## Saved entries
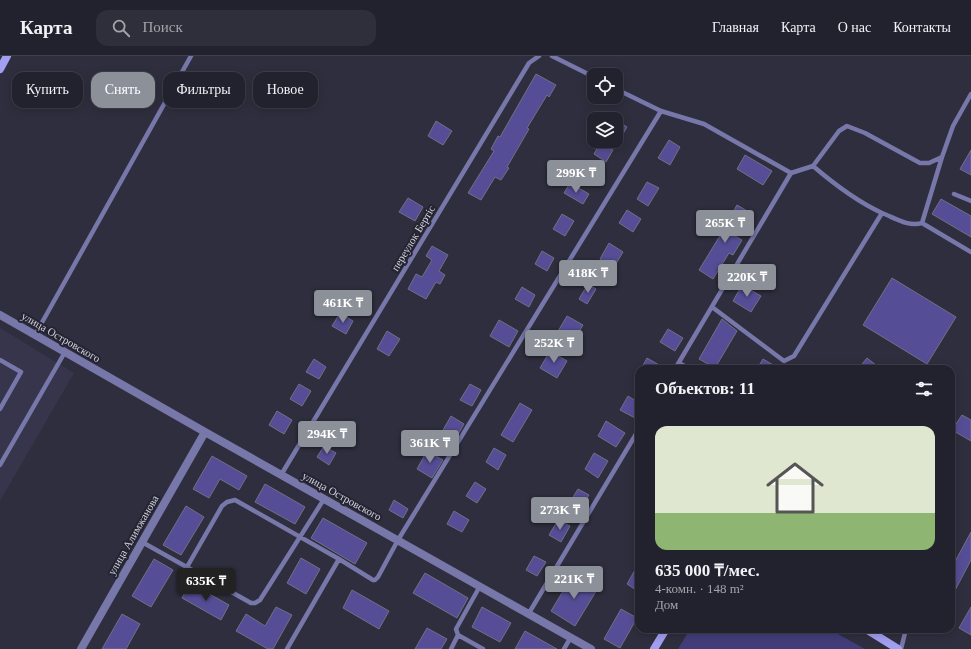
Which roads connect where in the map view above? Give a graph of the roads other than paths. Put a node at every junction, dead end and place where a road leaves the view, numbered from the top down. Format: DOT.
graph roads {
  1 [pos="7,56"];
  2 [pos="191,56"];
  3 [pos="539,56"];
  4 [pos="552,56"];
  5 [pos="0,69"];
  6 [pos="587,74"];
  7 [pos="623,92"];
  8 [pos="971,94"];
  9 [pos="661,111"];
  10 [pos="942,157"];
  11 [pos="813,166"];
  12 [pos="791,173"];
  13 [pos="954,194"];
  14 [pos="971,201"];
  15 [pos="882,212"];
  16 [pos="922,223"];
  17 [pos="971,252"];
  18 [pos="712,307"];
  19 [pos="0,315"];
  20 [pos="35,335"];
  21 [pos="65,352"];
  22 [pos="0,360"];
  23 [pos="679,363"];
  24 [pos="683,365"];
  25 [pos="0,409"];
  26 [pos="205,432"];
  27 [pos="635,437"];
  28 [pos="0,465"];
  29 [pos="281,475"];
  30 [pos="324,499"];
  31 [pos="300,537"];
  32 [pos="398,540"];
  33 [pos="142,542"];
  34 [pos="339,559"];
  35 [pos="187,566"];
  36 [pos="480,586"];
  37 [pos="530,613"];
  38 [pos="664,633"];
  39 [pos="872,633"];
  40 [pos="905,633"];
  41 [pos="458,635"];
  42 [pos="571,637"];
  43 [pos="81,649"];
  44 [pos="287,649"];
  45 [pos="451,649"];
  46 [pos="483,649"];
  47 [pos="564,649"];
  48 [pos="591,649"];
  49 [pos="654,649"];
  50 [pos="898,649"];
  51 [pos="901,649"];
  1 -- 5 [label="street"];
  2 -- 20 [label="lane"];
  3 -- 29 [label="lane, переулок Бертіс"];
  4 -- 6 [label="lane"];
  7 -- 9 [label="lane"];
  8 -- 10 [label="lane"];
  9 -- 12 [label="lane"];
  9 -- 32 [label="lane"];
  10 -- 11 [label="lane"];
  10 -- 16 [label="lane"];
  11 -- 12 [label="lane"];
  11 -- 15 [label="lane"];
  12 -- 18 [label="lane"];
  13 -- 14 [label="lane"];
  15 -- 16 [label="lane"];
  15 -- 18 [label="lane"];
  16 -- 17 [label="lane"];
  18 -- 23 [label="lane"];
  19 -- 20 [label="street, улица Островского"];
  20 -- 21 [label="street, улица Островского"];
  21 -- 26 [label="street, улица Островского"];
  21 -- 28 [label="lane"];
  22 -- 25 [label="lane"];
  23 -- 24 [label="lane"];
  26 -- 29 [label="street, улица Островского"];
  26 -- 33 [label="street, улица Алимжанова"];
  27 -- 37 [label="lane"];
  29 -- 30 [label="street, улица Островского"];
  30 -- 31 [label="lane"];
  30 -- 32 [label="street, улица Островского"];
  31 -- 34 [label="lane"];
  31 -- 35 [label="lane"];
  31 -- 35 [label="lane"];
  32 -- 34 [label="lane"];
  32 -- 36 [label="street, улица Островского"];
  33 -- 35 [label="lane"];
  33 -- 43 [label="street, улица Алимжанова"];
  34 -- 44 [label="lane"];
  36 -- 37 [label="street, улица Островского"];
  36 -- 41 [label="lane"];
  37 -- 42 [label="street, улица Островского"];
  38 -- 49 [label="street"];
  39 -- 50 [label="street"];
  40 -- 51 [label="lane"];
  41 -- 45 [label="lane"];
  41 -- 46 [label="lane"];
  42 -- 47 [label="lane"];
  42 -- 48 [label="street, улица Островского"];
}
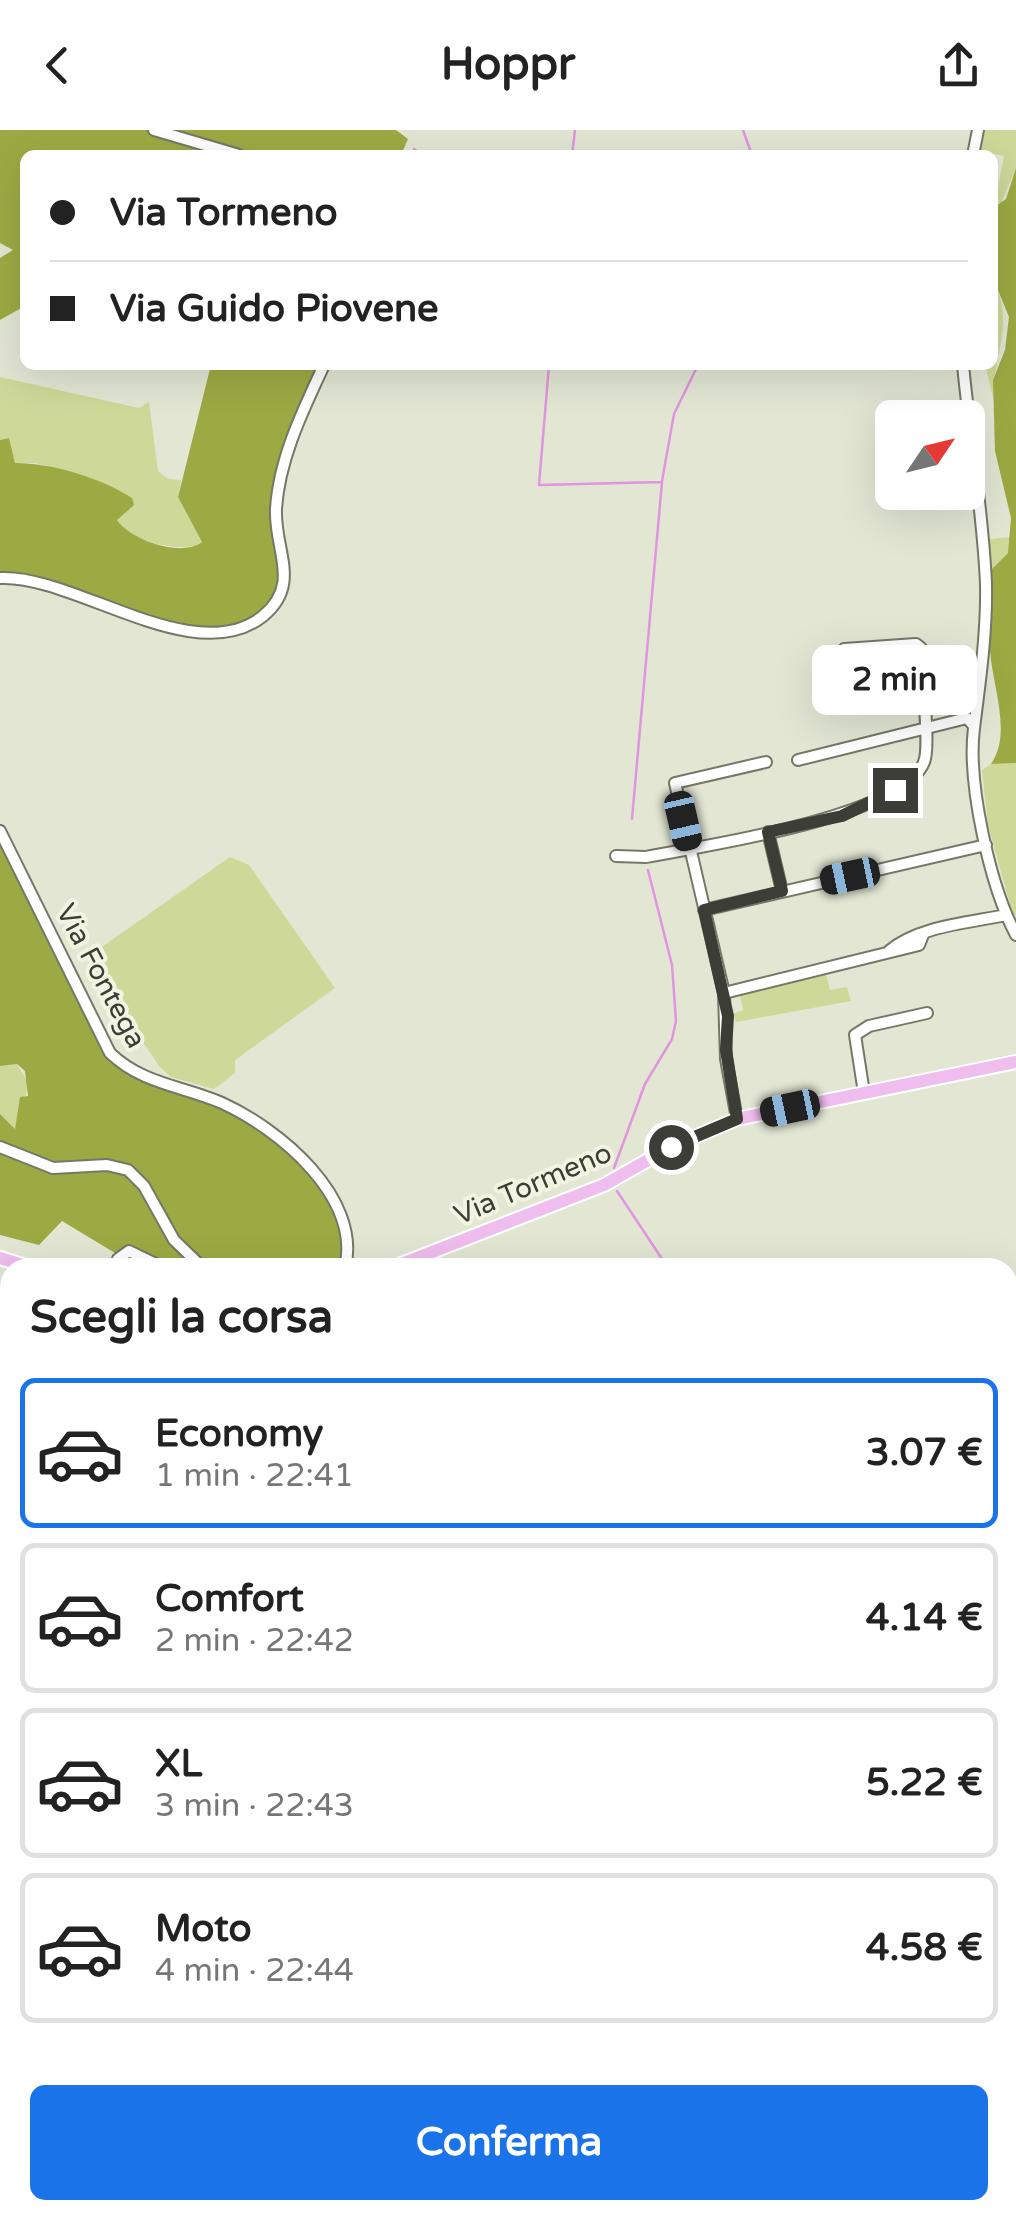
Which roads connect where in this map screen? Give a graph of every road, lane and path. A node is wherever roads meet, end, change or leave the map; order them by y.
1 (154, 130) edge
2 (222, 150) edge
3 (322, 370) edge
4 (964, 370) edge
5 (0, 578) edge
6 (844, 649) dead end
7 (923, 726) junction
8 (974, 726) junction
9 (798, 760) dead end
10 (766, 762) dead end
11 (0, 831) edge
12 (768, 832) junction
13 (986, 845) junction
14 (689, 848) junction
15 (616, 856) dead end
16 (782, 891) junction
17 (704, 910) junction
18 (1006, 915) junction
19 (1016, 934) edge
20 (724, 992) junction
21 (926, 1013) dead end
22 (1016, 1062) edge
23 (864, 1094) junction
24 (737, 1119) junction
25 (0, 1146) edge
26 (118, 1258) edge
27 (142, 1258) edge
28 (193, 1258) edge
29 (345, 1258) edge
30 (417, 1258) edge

## What is needed
Would you return all of the data above word for word, omitting every picture?

## Written response
Which roads connect where in the map view above? Give a graph of the roads other than paths. Put a node at every junction, dead end and place where a road leaves the view, numbered from the top down. Format: DOT.
graph roads {
  1 [pos="7,56"];
  2 [pos="191,56"];
  3 [pos="539,56"];
  4 [pos="552,56"];
  5 [pos="0,69"];
  6 [pos="587,74"];
  7 [pos="623,92"];
  8 [pos="971,94"];
  9 [pos="661,111"];
  10 [pos="942,157"];
  11 [pos="813,166"];
  12 [pos="791,173"];
  13 [pos="954,194"];
  14 [pos="971,201"];
  15 [pos="882,212"];
  16 [pos="922,223"];
  17 [pos="971,252"];
  18 [pos="712,307"];
  19 [pos="0,315"];
  20 [pos="35,335"];
  21 [pos="65,352"];
  22 [pos="0,360"];
  23 [pos="679,363"];
  24 [pos="683,365"];
  25 [pos="0,409"];
  26 [pos="205,432"];
  27 [pos="635,437"];
  28 [pos="0,465"];
  29 [pos="281,475"];
  30 [pos="324,499"];
  31 [pos="300,537"];
  32 [pos="398,540"];
  33 [pos="142,542"];
  34 [pos="339,559"];
  35 [pos="187,566"];
  36 [pos="480,586"];
  37 [pos="530,613"];
  38 [pos="664,633"];
  39 [pos="872,633"];
  40 [pos="905,633"];
  41 [pos="458,635"];
  42 [pos="571,637"];
  43 [pos="81,649"];
  44 [pos="287,649"];
  45 [pos="451,649"];
  46 [pos="483,649"];
  47 [pos="564,649"];
  48 [pos="591,649"];
  49 [pos="654,649"];
  50 [pos="898,649"];
  51 [pos="901,649"];
  1 -- 5 [label="street"];
  2 -- 20 [label="lane"];
  3 -- 29 [label="lane, переулок Бертіс"];
  4 -- 6 [label="lane"];
  7 -- 9 [label="lane"];
  8 -- 10 [label="lane"];
  9 -- 12 [label="lane"];
  9 -- 32 [label="lane"];
  10 -- 11 [label="lane"];
  10 -- 16 [label="lane"];
  11 -- 12 [label="lane"];
  11 -- 15 [label="lane"];
  12 -- 18 [label="lane"];
  13 -- 14 [label="lane"];
  15 -- 16 [label="lane"];
  15 -- 18 [label="lane"];
  16 -- 17 [label="lane"];
  18 -- 23 [label="lane"];
  19 -- 20 [label="street, улица Островского"];
  20 -- 21 [label="street, улица Островского"];
  21 -- 26 [label="street, улица Островского"];
  21 -- 28 [label="lane"];
  22 -- 25 [label="lane"];
  23 -- 24 [label="lane"];
  26 -- 29 [label="street, улица Островского"];
  26 -- 33 [label="street, улица Алимжанова"];
  27 -- 37 [label="lane"];
  29 -- 30 [label="street, улица Островского"];
  30 -- 31 [label="lane"];
  30 -- 32 [label="street, улица Островского"];
  31 -- 34 [label="lane"];
  31 -- 35 [label="lane"];
  31 -- 35 [label="lane"];
  32 -- 34 [label="lane"];
  32 -- 36 [label="street, улица Островского"];
  33 -- 35 [label="lane"];
  33 -- 43 [label="street, улица Алимжанова"];
  34 -- 44 [label="lane"];
  36 -- 37 [label="street, улица Островского"];
  36 -- 41 [label="lane"];
  37 -- 42 [label="street, улица Островского"];
  38 -- 49 [label="street"];
  39 -- 50 [label="street"];
  40 -- 51 [label="lane"];
  41 -- 45 [label="lane"];
  41 -- 46 [label="lane"];
  42 -- 47 [label="lane"];
  42 -- 48 [label="street, улица Островского"];
}
Which roads connect where in this map screen? Give a graph of every road, lane and path. A node is wherever roads meet, end, change or leave the map; order them by y.
1 (154, 130) edge
2 (222, 150) edge
3 (322, 370) edge
4 (964, 370) edge
5 (0, 578) edge
6 (844, 649) dead end
7 (923, 726) junction
8 (974, 726) junction
9 (798, 760) dead end
10 (766, 762) dead end
11 (0, 831) edge
12 (768, 832) junction
13 (986, 845) junction
14 (689, 848) junction
15 (616, 856) dead end
16 (782, 891) junction
17 (704, 910) junction
18 (1006, 915) junction
19 (1016, 934) edge
20 (724, 992) junction
21 (926, 1013) dead end
22 (1016, 1062) edge
23 (864, 1094) junction
24 (737, 1119) junction
25 (0, 1146) edge
26 (118, 1258) edge
27 (142, 1258) edge
28 (193, 1258) edge
29 (345, 1258) edge
30 (417, 1258) edge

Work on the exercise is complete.